• [Exercise instructions] Filter the entries below, keeping every line that has the word "roads".

-------- Entries provided --------

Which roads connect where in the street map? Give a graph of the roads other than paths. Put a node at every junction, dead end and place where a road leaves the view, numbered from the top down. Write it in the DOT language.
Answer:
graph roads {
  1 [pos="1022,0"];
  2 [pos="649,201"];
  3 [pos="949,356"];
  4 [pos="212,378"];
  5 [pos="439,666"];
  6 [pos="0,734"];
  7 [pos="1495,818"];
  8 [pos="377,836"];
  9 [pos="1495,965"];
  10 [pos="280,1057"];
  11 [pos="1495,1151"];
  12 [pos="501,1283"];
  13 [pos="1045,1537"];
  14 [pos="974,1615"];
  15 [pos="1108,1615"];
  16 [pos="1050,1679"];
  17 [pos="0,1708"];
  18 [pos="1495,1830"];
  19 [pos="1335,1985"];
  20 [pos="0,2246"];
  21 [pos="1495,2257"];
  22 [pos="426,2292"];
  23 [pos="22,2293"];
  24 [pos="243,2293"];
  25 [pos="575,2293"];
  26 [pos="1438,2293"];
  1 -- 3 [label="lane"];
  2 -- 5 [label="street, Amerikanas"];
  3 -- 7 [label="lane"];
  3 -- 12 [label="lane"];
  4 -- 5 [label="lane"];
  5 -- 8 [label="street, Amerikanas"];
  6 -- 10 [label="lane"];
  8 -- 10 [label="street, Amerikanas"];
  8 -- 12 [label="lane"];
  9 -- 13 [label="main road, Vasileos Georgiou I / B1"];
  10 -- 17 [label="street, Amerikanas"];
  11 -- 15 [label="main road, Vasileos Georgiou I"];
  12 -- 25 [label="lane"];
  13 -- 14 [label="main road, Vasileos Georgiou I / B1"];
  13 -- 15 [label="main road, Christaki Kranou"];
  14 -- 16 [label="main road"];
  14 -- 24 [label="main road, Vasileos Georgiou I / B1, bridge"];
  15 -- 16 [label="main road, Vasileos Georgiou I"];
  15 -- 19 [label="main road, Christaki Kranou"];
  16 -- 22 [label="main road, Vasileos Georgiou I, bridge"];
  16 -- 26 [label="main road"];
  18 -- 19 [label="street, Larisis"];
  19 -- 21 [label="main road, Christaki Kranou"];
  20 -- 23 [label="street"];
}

--------

• [Output below]
Which roads connect where in the street map? Give a graph of the roads other than paths. Put a node at every junction, dead end and place where a road leaves the view, numbered from the top down. Write it in the DOT language.
graph roads {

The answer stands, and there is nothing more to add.